Но «вместе с тем настойчивее, чем прежде, врываются противоречия в это творчество, совместившее в себе подлинную значительность и слабость, доходящую до беспомощности». Недостаток поэзии Гумилева Тумповская видит в том, что он стремится создавать «большую живопись» «эскизным приемом», принося «в жертву эффектам (и подчас ложным) гармонию целого».
Что касается выбора стихов, то Тумповская обращает внимание прежде всего на «военный» и «итальянский» циклы и на «Пятистопные ямбы», а из прежних стихов поминает «Капитанов» и «Открытие Америки». Увы!

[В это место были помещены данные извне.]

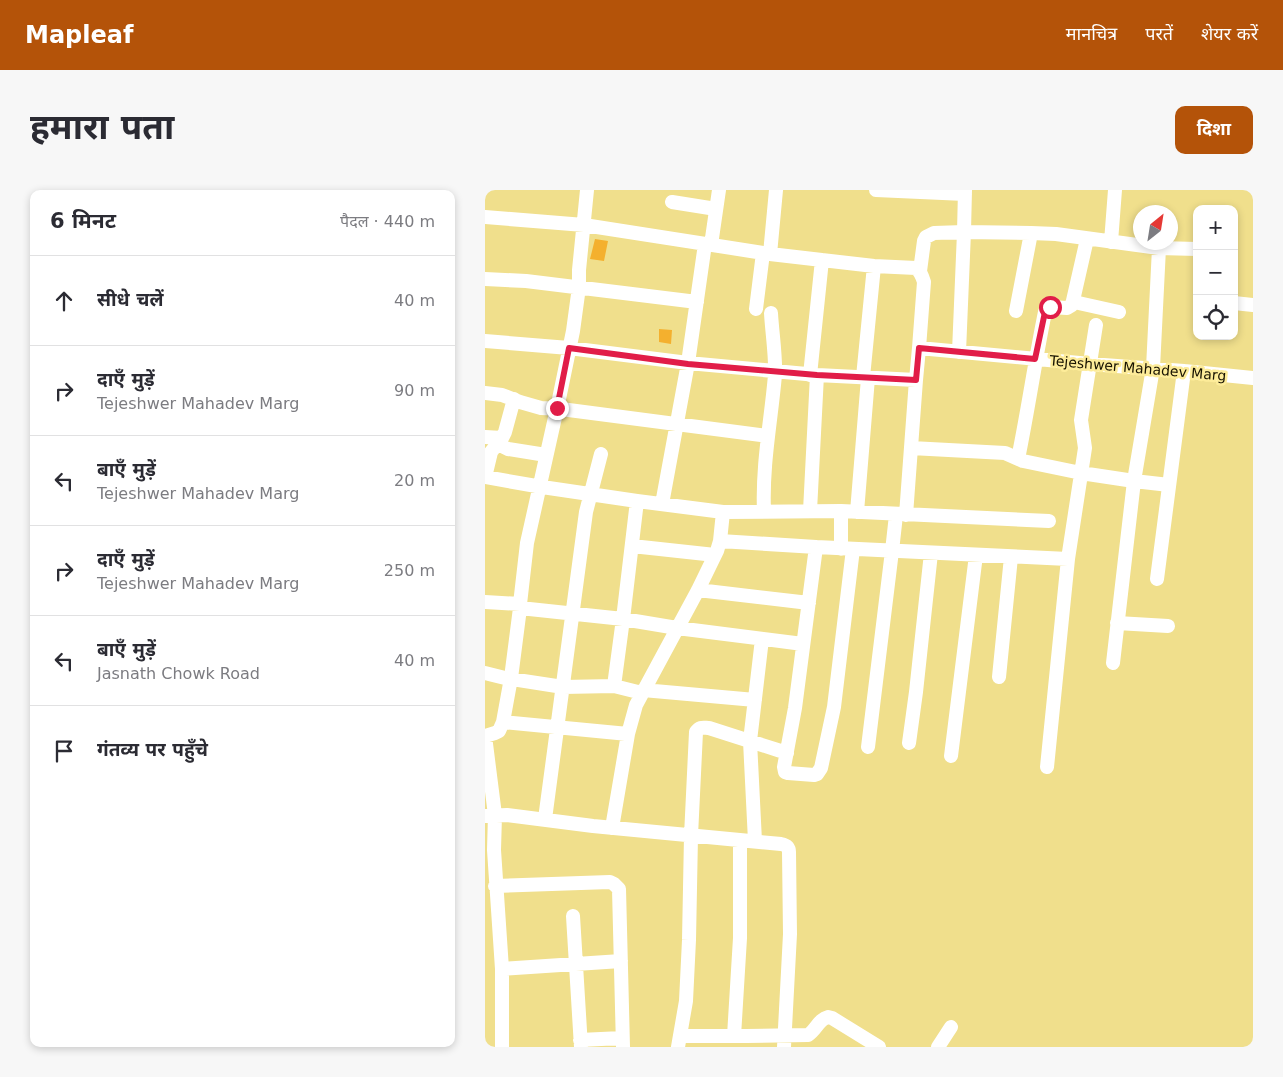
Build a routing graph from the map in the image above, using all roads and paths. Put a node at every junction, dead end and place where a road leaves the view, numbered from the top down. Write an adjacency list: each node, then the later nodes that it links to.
1 (587, 190): 10 (street)
2 (719, 190): 8 (street)
3 (776, 190): 20 (street)
4 (876, 190): 6 (street)
5 (1115, 190): 14 (street)
6 (965, 192): 11 (street)
7 (672, 202): 8 (street)
8 (716, 209): 15 (street)
9 (485, 217): 10 (street)
10 (584, 225): 15 (street); 25 (street)
11 (965, 232): 12 (street); 23 (street); 38 (street)
12 (1031, 233): 13 (street); 31 (street)
13 (1087, 239): 14 (street); 27 (street)
14 (1111, 242): 16 (street)
15 (708, 244): 20 (street); 26 (street)
16 (1133, 245)
17 (1178, 248): 18 (street)
18 (1193, 249)
19 (1159, 250): 42 (street)
20 (767, 254): 21 (street); 30 (street)
21 (822, 260): 22 (street); 45 (street)
22 (874, 266): 23 (street); 46 (street)
23 (920, 271): 37 (street)
24 (485, 278): 25 (street)
25 (579, 287): 26 (street); 36 (street)
26 (697, 302): 40 (street)
27 (1073, 302): 32 (street); 39 (street)
28 (1238, 303): 29 (street)
29 (1253, 305)
30 (756, 309)
31 (1016, 311)
32 (1119, 312)
33 (771, 314): 44 (street)
34 (1096, 325): 41 (street)
35 (485, 341): 36 (street)
36 (569, 348): 40 (street); 51 (street)
37 (919, 348): 38 (street, Tejeshwer Mahadev Marg); 48 (street)
38 (959, 352): 39 (street, Tejeshwer Mahadev Marg)
39 (1035, 359): 41 (street, Tejeshwer Mahadev Marg); 59 (street)
40 (688, 364): 44 (street); 52 (street)
41 (1090, 364): 42 (street, Tejeshwer Mahadev Marg); 60 (street)
42 (1153, 369): 43 (street, Tejeshwer Mahadev Marg); 62 (street)
43 (1184, 370): 47 (street, Tejeshwer Mahadev Marg); 63 (street)
44 (775, 371): 45 (street); 53 (street)
45 (814, 375): 46 (street); 69 (street)
46 (865, 378): 48 (street); 72 (street)
47 (1253, 378)
48 (916, 380): 56 (street)
49 (485, 393): 50 (street)
50 (514, 399): 51 (street); 55 (street)
51 (557, 408): 52 (street); 58 (street)
52 (677, 424): 53 (street); 67 (street)
53 (767, 436): 68 (street)
54 (485, 437): 55 (street)
55 (500, 441): 58 (street); 61 (street)
56 (911, 448): 59 (street); 73 (street)
57 (601, 454): 65 (street)
58 (546, 455): 64 (street)
59 (1018, 459): 60 (street)
60 (1081, 473): 62 (street); 84 (street)
61 (485, 477): 64 (street)
62 (1134, 481): 63 (street); 91 (street)
63 (1169, 485): 85 (street)
64 (539, 487): 65 (street); 87 (street)
65 (591, 494): 66 (street); 89 (street)
66 (637, 501): 67 (street); 76 (street)
67 (661, 504): 71 (street)
68 (764, 511): 69 (street); 71 (street)
69 (810, 511): 70 (street)
70 (841, 511): 72 (street); 78 (street)
71 (723, 512): 75 (street)
72 (857, 512): 73 (street)
73 (901, 515): 74 (street); 79 (street)
74 (1049, 522)
75 (720, 542): 77 (street); 81 (street)
76 (632, 546): 81 (street); 90 (street)
77 (816, 548): 78 (street); 88 (street)
78 (847, 549): 79 (street); 111 (street)
79 (893, 551): 80 (street); 110 (street)
80 (931, 553): 82 (street); 109 (street)
81 (715, 555): 86 (street)
82 (976, 555): 83 (street); 112 (street)
83 (1011, 557): 84 (street); 98 (street)
84 (1068, 559): 113 (street)
85 (1157, 579)
86 (698, 590): 88 (street); 93 (street)
87 (485, 602)
88 (809, 604): 95 (street)
89 (574, 614): 90 (street); 99 (street); 101 (street)
90 (623, 619): 93 (street); 100 (street)
91 (1117, 623): 92 (street); 96 (street)
92 (1168, 626)
93 (677, 628): 94 (street); 102 (street)
94 (762, 639): 95 (street); 103 (street)
95 (803, 644): 111 (street)
96 (1113, 663)
97 (485, 672): 99 (street)
98 (999, 677)
99 (511, 678): 101 (street); 104 (street)
100 (614, 686): 101 (street); 102 (street)
101 (563, 687): 105 (street)
102 (642, 691): 103 (street); 106 (street)
103 (755, 700): 108 (street)
104 (503, 722): 105 (street); 107 (street)
105 (558, 728): 106 (street); 115 (street)
106 (627, 734): 116 (street)
107 (485, 736): 114 (street)
108 (750, 741): 111 (street); 117 (street); 119 (street)
109 (909, 743)
110 (868, 747)
111 (787, 753)
112 (951, 756)
113 (1047, 767)
114 (490, 815): 115 (street); 120 (street)
115 (545, 819): 116 (street)
116 (612, 828): 117 (street)
117 (691, 836): 118 (street); 127 (street)
118 (740, 840): 119 (street); 126 (street)
119 (755, 841): 129 (street)
120 (495, 886): 122 (street); 124 (street)
121 (573, 916): 123 (street)
122 (621, 961): 123 (street); 130 (street)
123 (575, 964): 124 (street); 131 (street)
124 (501, 969): 132 (street)
125 (951, 1027): 134 (street)
126 (742, 1040): 128 (street); 129 (street)
127 (679, 1041): 128 (street)
128 (708, 1041)
129 (784, 1041): 133 (street)
130 (622, 1042): 131 (street)
131 (581, 1044)
132 (502, 1047)
133 (879, 1047)
134 (938, 1047)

Другие критики не были прозорливее. Возможно, это был общий вкус эпохи, а может, вкус большинства читателей таков всегда. Гумилев-герой и Гумилев-эстет были понятнее Гумилева-метафизика и Гумилева-визионера. Остались незамеченными прекрасные и новаторские стихотворения, не обращенные к заведомо поэтическому и выигрышному материалу. В том числе, к примеру, «Вечер», лучше, чем десятки манифестов, характеризующий гумилевскую поэтику:
Как этот ветер грузен, не крылат!
С надтреснутою дыней схож закат,
И хочется подталкивать слегка
Катящиеся вяло облака.
В такие медленные вечера
Коней карьером гонят кучера,
Сильней веслом рвут воду рыбаки,
Ожесточенней рубят лесники
Огромные, кудрявые дубы…
А те, кому доверены судьбы
Вселенского движения и в ком
Всех ритмов бывших и небывших дом,
Слагают окрыленные стихи,
Расковывая косный сон стихий.
Вот подлинный пафос Гумилева — схватка с косностью материального мира, а не с леопардами или «тевтонами»!

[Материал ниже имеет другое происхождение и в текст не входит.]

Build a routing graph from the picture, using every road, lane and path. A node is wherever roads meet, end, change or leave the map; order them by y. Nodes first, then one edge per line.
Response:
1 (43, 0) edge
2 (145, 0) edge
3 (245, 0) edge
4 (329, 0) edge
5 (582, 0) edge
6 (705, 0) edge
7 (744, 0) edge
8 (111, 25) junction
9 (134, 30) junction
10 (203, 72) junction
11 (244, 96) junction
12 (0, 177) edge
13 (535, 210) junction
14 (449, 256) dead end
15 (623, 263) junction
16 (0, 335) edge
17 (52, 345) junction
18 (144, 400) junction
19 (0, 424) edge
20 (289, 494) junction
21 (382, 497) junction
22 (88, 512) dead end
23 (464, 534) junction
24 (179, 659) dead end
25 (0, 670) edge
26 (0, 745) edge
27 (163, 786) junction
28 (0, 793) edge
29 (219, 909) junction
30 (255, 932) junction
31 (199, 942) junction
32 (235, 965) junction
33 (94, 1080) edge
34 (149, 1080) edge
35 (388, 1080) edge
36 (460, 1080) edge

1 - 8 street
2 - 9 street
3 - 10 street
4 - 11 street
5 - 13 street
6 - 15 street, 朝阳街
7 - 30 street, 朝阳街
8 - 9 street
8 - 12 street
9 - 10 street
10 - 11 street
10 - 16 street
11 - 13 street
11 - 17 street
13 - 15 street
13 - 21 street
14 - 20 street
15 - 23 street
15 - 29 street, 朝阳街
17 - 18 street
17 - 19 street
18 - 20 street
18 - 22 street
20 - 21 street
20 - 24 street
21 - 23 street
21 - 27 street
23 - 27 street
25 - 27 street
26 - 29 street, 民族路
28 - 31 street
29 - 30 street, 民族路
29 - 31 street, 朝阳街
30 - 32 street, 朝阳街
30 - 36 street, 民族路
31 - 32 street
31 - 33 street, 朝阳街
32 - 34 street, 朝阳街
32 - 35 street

Точно так же никто не оценил «Разговор», «Больного», «Дождь», цикл «Счастие» и даже «Солнце духа» — стихотворения, где уже более или менее отчетливо, хотя еще, может быть, не в полную мощь, слышен голос позднего, настоящего Гумилева.
Рецензия Бориса Эйхенбаума (Русская мысль. № 11) мало чем предсказывает будущие мускулистый слог и цепкую мысль великого филолога-формалиста. Как и Тумповская, он отмечает изменение миросозерцания и тематики Гумилева и в то же время промежуточный характер его новой книги. Поэт «изменил Музе Дальних Странствий» и обратился к современности, отказался от солнечного, оптимистического мировосприятия, которое Эйхенбаум отождествляет с акмеизмом, ради высокой тоски по неведомому.
Поэтический «колчан» Гумилева обновился — стрелы в нем другие. Но нужен ли ему теперь этот колчан? Не уместнее ли иной образ? Ведь стрелы эти ранят его собственную душу. И если Гумилев правда «взалкал откровенья» и «безумно тоскует», если он и в самом деле видит свет Фавора, то что-то должно измениться в самом его словоупотреблении. Пусть душа его, правда, почувствует «к простым словам вниманье, милость и благоволенье». Тогда мы поверим ей и ее новым видениям.
Софья Парнок (1885–1933), впоследствии незаурядная (поздно созревшая и недооцененная современниками) поэтесса, адресат нескольких знаменитых стихотворений Цветаевой, как критик выступавшая под псевдонимом Андрей Полянин, напротив, не увидела в книге Гумилева особенного шага вперед в сравнении с прежними его стихами. Но, «если в поэзии Гумилева и мало «символа величия» — того «высокого косноязычия», которое «как всякий благостный завет» даруется поэту, несомненно все же, что в многих строфах «Колчана» Гумилев точно начинает «чувствовать к простым словам вниманье, милость и благоволенье», а всякое истинное чувство заразительно» (Северные записки. 1916. № 4).